Highlighting the process of innovation in medicine, we mention that this method of classification process of AD that includes the collection of biological signals, conditioning of said signals, monitoring of the activity of the central and autonomic systems, measurement of indexes and classification of patterns in AD was patented in the USA (US11504056B2), Brazil (BR112020013317A2), Colombia (CO2016002707A1) and the World Intellectual Property Organization (WO2019179544A1).39 40
The main difference with the other EEG indices previously mentioned lies in the fact that this algorithm uses clinical states to classify anaesthetic states, while combining them with CNS and ANS derived predictors such as CBI, CVI, CSI and NIBP.41–43 The present algorithm included clinical events such as anaesthetic dose adjustment and movement during surgery as inputs in the classification of AD as a light anaesthesia state. This could explain the low global concordance between the algorithm-related CBI and the entropy indices observed in intermediate and deep anaesthesia states seen in the Bland-Altman graphs in the Results section.42 This means that our algorithm detects dose adjustments or movement during surgery to classify intermediate anaesthesia depth, and therefore providing more opportunities for faster detection and response in the case of intermediate anaesthesia states.42
Another important aspect related to the comparison of EEG indices performance was the difference between CBI and entropy indices. A higher entropy index activity in comparison with the CBI was observed. This is most likely explained by a failure of the entropy indices in the detection of burst suppression pattern, which could be misread as the awake state.22 This could result in misinterpretation by the anaesthesiologist, which could lead in an increased anaesthetic administration. Thus, in the case of CBI, this showed a better response to burst suppression pattern. These results suggest that CBI is a better alternative; hence, reducing the error in the assessment of deep anaesthesia as the awake state and subsequent probability of dangerous anaesthetic overdose, and its derived complications.4 43
In recent years, a change of paradigm has been proposed, considering the monitoring with indices based on brain electrical activity and the monitoring of standard parameters as complementary methods, and not as techniques that compete for patient care.
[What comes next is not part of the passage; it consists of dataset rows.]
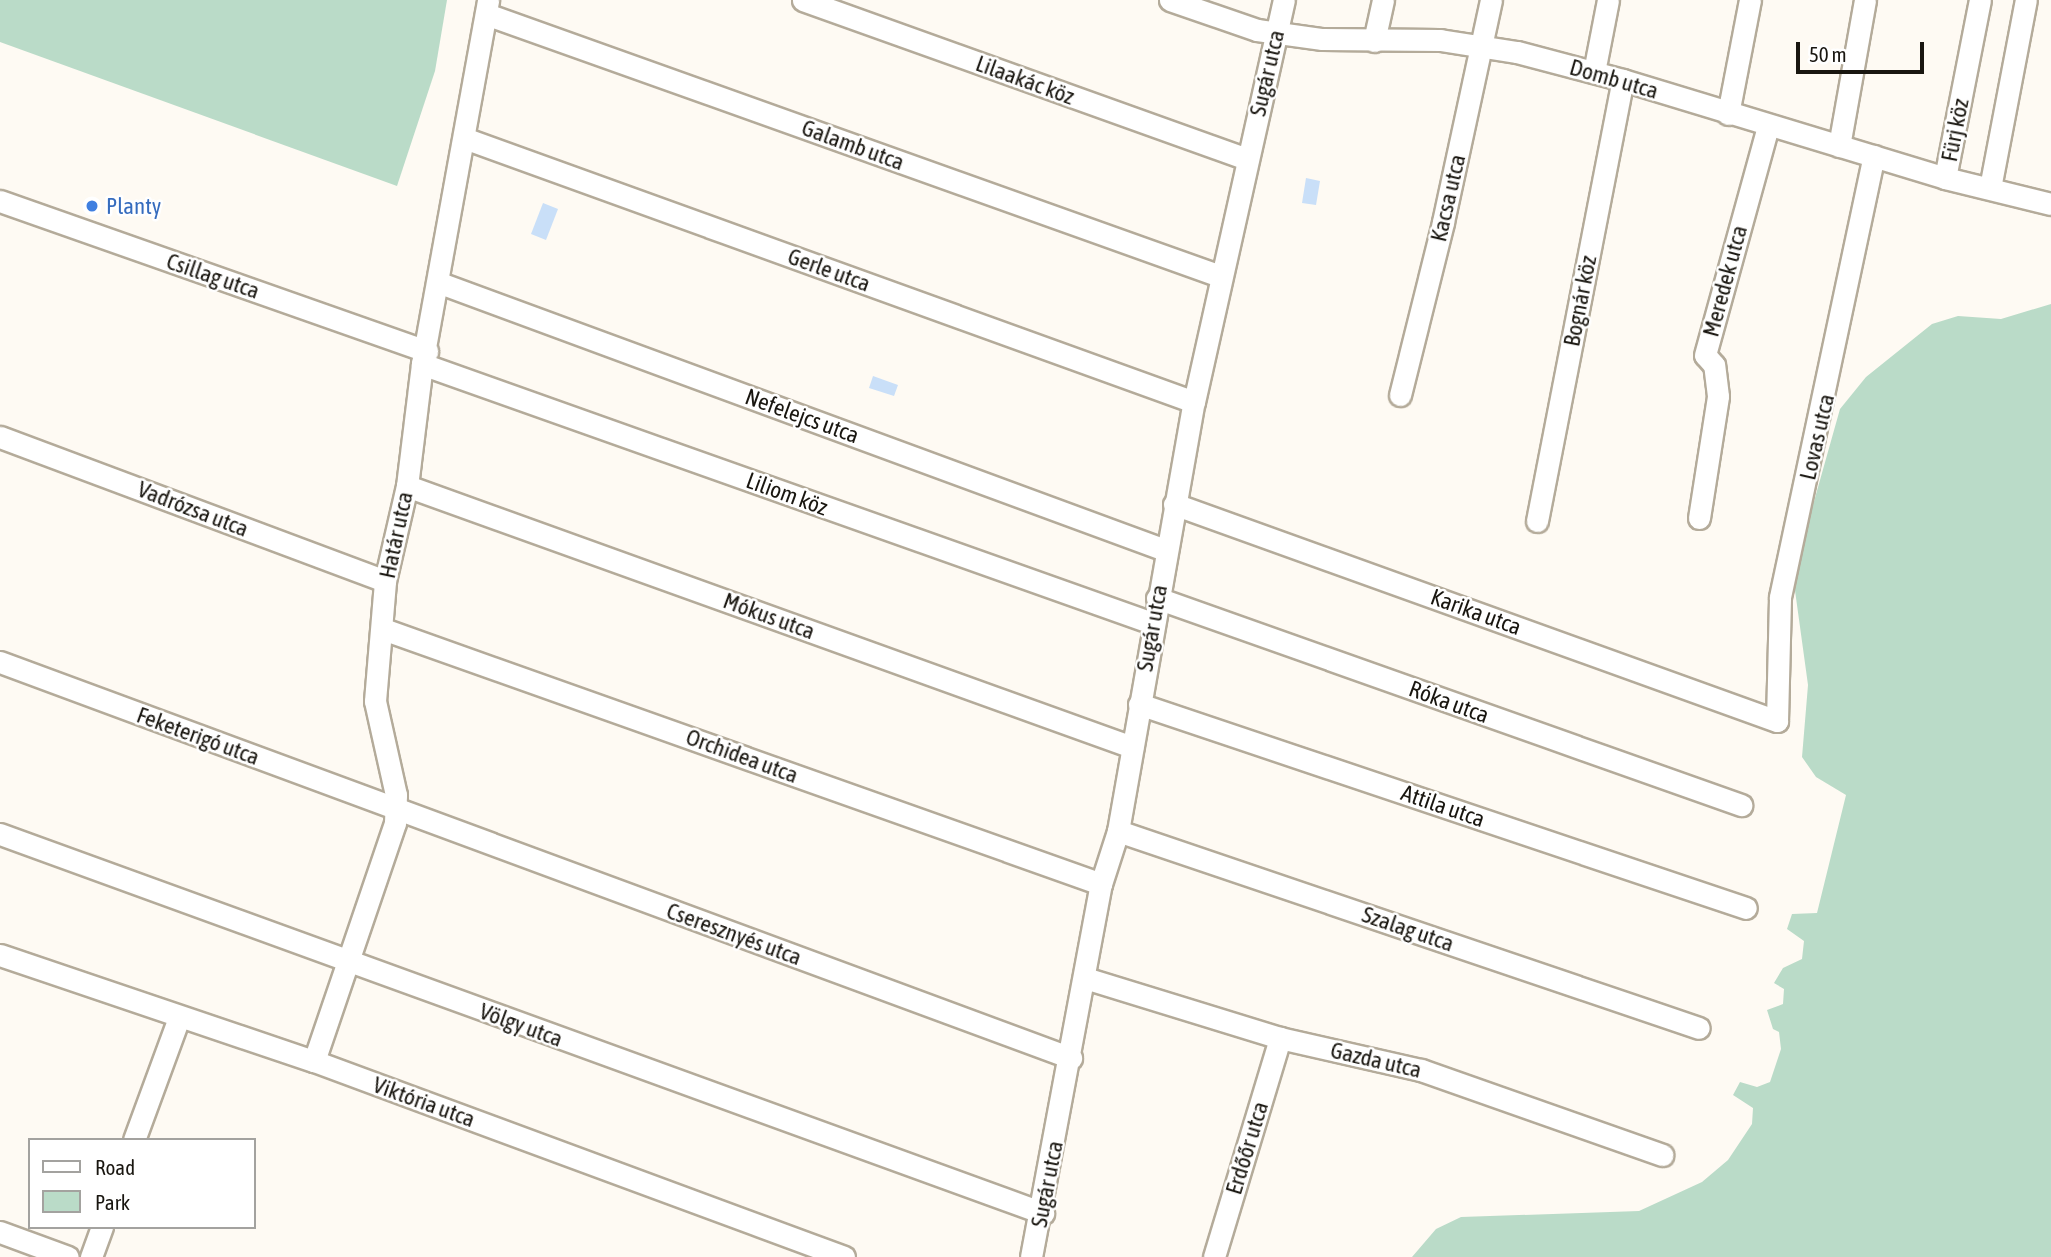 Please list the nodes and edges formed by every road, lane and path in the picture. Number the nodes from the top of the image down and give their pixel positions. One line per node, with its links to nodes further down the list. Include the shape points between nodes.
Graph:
1 (803, 0): 22 (street, Lilaakác köz)
2 (1170, 0): 12 (street, Domb utca, via 1257,30)
3 (1284, 0): 12 (street, Sugár utca)
4 (1382, 0): 13 (street)
5 (1491, 0): 14 (street, Kacsa utca)
6 (1608, 0): 15 (street)
7 (1750, 0): 17 (street)
8 (1866, 0): 20 (street)
9 (1980, 0): 23 (street, Fürj köz)
10 (2026, 0): 24 (street)
11 (487, 7): 19 (street, Határ utca); 27 (street, Galamb utca)
12 (1277, 32): 13 (street, Domb utca); 22 (street, Sugár utca)
13 (1374, 41): 14 (street, Domb utca, via 1440,40)
14 (1481, 47): 15 (street, Domb utca); 30 (street, Kacsa utca)
15 (1594, 72): 16 (street, Domb utca)
16 (1623, 80): 17 (street, Domb utca); 36 (street, Bognár köz)
17 (1728, 114): 18 (street, Domb utca)
18 (1768, 127): 20 (street, Domb utca); 35 (street, Meredek utca, via 1705,355 1714,365 1718,396)
19 (464, 138): 28 (street, Határ utca); 31 (street, Gerle utca)
20 (1839, 146): 21 (street, Domb utca)
21 (1874, 156): 23 (street, Domb utca); 44 (street, Lovas utca, via 1780,597)
22 (1247, 159): 27 (street, Sugár utca)
23 (1945, 178): 24 (street, Domb utca)
24 (1990, 188): 26 (street, Domb utca)
25 (0, 201): 29 (street, Csillag utca)
26 (2051, 204)
27 (1220, 275): 31 (street, Sugár utca)
28 (440, 283): 29 (street, Határ utca); 37 (street, Nefelejcs utca)
29 (424, 357): 33 (street, Határ utca); 40 (street, Liliom köz)
30 (1400, 395)
31 (1194, 402): 34 (street, Sugár utca)
32 (0, 437): 38 (street, Vadrózsa utca)
33 (407, 486): 38 (street, Határ utca); 45 (street, Mókus utca)
34 (1174, 504): 37 (street, Sugár utca); 44 (street, Karika utca)
35 (1699, 518)
36 (1537, 522)
37 (1165, 550): 39 (street, Sugár utca)
38 (385, 581): 41 (street, Határ utca)
39 (1157, 598): 40 (street, Sugár utca); 46 (street, Róka utca)
40 (1152, 623): 43 (street, Sugár utca)
41 (383, 629): 47 (street, Határ utca, via 375,701); 50 (street, Orchidea utca)
42 (0, 662): 47 (street, Feketerigó utca)
43 (1139, 705): 45 (street, Sugár utca); 51 (street, Attila utca)
44 (1777, 720)
45 (1132, 747): 48 (street, Sugár utca)
46 (1741, 805)
47 (396, 809): 53 (street, Határ utca); 58 (street, Cseresznyés utca)
48 (1118, 831): 50 (street, Sugár utca); 56 (street, Szalag utca)
49 (0, 834): 53 (street, Völgy utca)
50 (1101, 884): 54 (street, Sugár utca)
51 (1746, 908)
52 (0, 955): 55 (street, Viktória utca)
53 (348, 963): 59 (street, Határ utca); 62 (street, Völgy utca)
54 (1085, 978): 57 (street, Gazda utca); 58 (street, Sugár utca)
55 (179, 1018): 59 (street, Viktória utca); 60 (street)
56 (1699, 1028)
57 (1280, 1038): 61 (street, Gazda utca, via 1421,1070); 69 (street, Erdőőr utca)
58 (1071, 1058): 62 (street, Sugár utca)
59 (314, 1061): 67 (street, Viktória utca)
60 (135, 1138)
61 (1663, 1155)
62 (1043, 1213): 68 (street, Sugár utca)
63 (101, 1229): 66 (street)
64 (0, 1232): 65 (street)
65 (68, 1257)
66 (91, 1257)
67 (844, 1257)
68 (1031, 1257)
69 (1214, 1257) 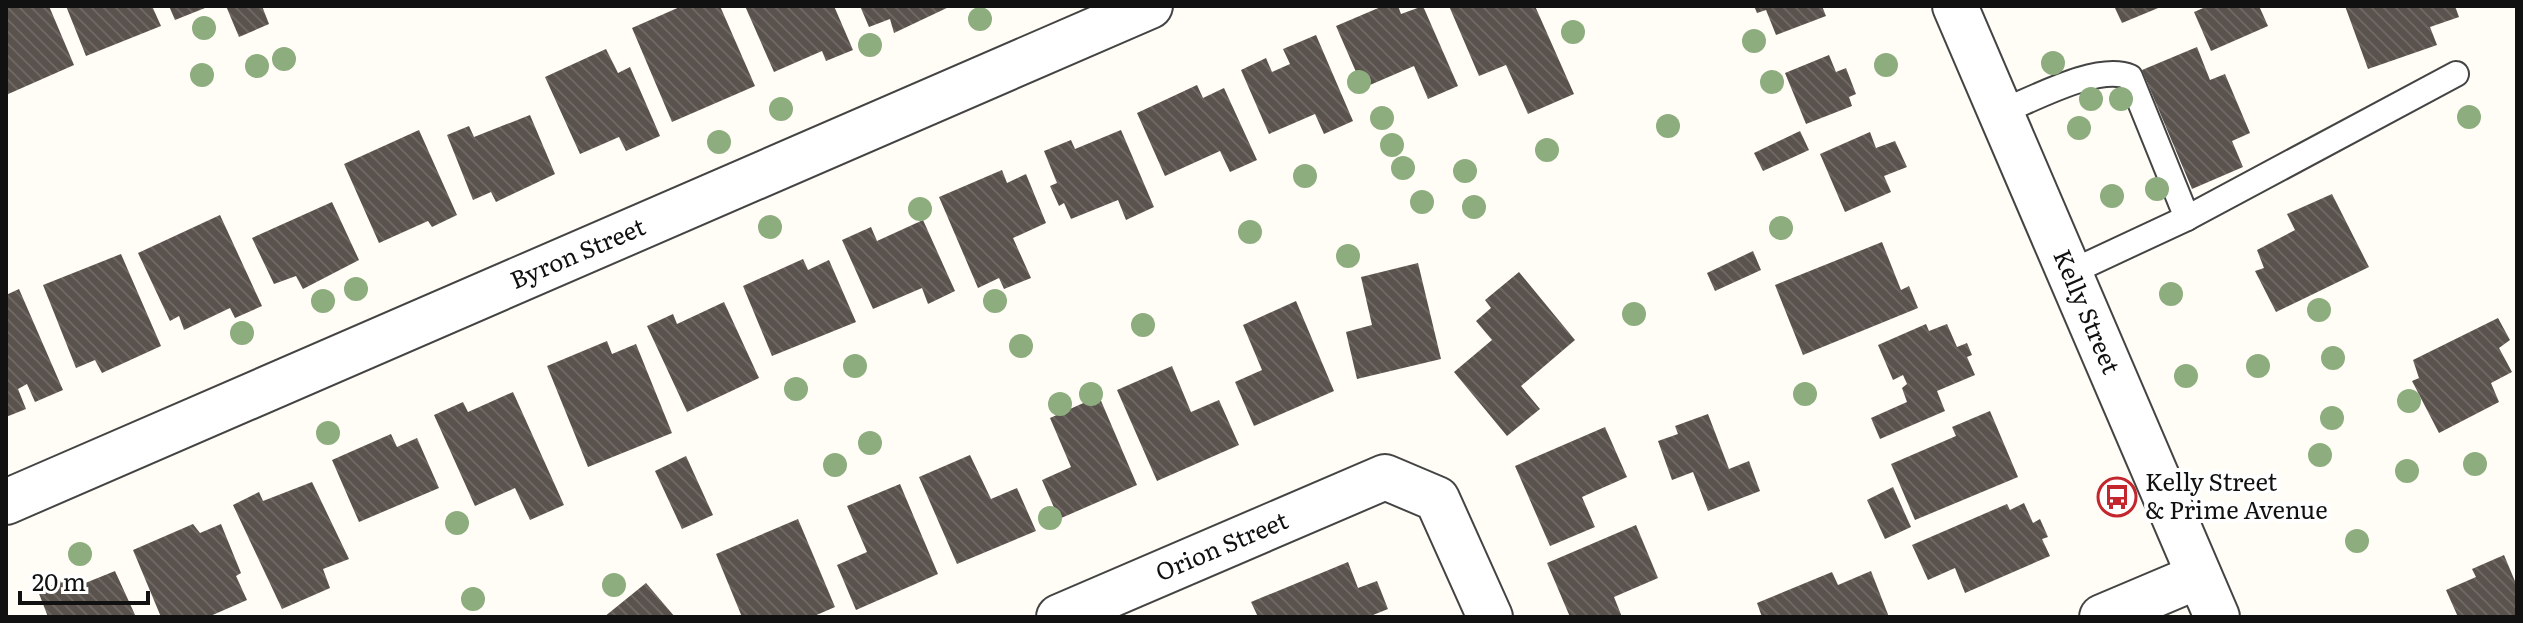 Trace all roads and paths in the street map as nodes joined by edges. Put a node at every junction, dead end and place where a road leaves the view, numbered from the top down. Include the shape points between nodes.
1 (1150, 6) edge
2 (1955, 6) edge
3 (2456, 74) dead end
4 (2001, 112) junction
5 (2187, 218) junction
6 (2069, 273) junction
7 (6, 502) edge
8 (2199, 576) junction
9 (1059, 617) edge
10 (1490, 617) edge
11 (2102, 617) edge
12 (2217, 617) edge

1 - 7 street, Byron Street
2 - 4 street, Kelly Street
3 - 5 lane
4 - 5 lane via 2092,76 2130,77
4 - 6 street, Kelly Street
5 - 6 lane
6 - 8 street, Kelly Street
8 - 11 street
8 - 12 street, Kelly Street
9 - 10 street, Orion Street via 1385,477 1437,499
There has been the development of classificatory system integration with other parameters correlated to ANS activity. In the present study, by comparison of cross validation errors for the different methods and a confusion matrix for neural network, different machine learning methods were implemented to estimate the best method for comparing predictors derived from CNS and ANS.43
Among the different classification methods, our study found that the neuronal network with a hidden layer had the lowest cross-validation error when combining the CBI, CVI and NIBP predictors. This means our machine learning based classification algorithm had the best performance when neuronal networks were used. This clinically translates into a better prediction of AD states. However, it is important to mention the lower performance for awake and general anaesthesia states where the highest error was seen in error matrix. Therefore, such anaesthetic states remain to be a challenge by current classificatory systems as observed in the Results section. Despite the lower prediction values, the CBI used in our algorithm still shows the highest prediction value when compared with the other predictor variables. This means our algorithm, although it presents such limitations, still performs better than the other AD classification methods. Finally, this research was based on retrospective analysis of medical records, associated with information biases; however, the research group has adequate training for the analysis and interpretation of the results. Similarly, being a single-centre study may limit the extrapolation of the results.
Conclusion
Biological signal filtering and a machine learning algorithm can be useful to classify AD during a surgical procedure. In our study, we show that an algorithm based on CBI together with other clinical variables related to ANS activity has a better performance in the classification of AD over the already known entropy indices.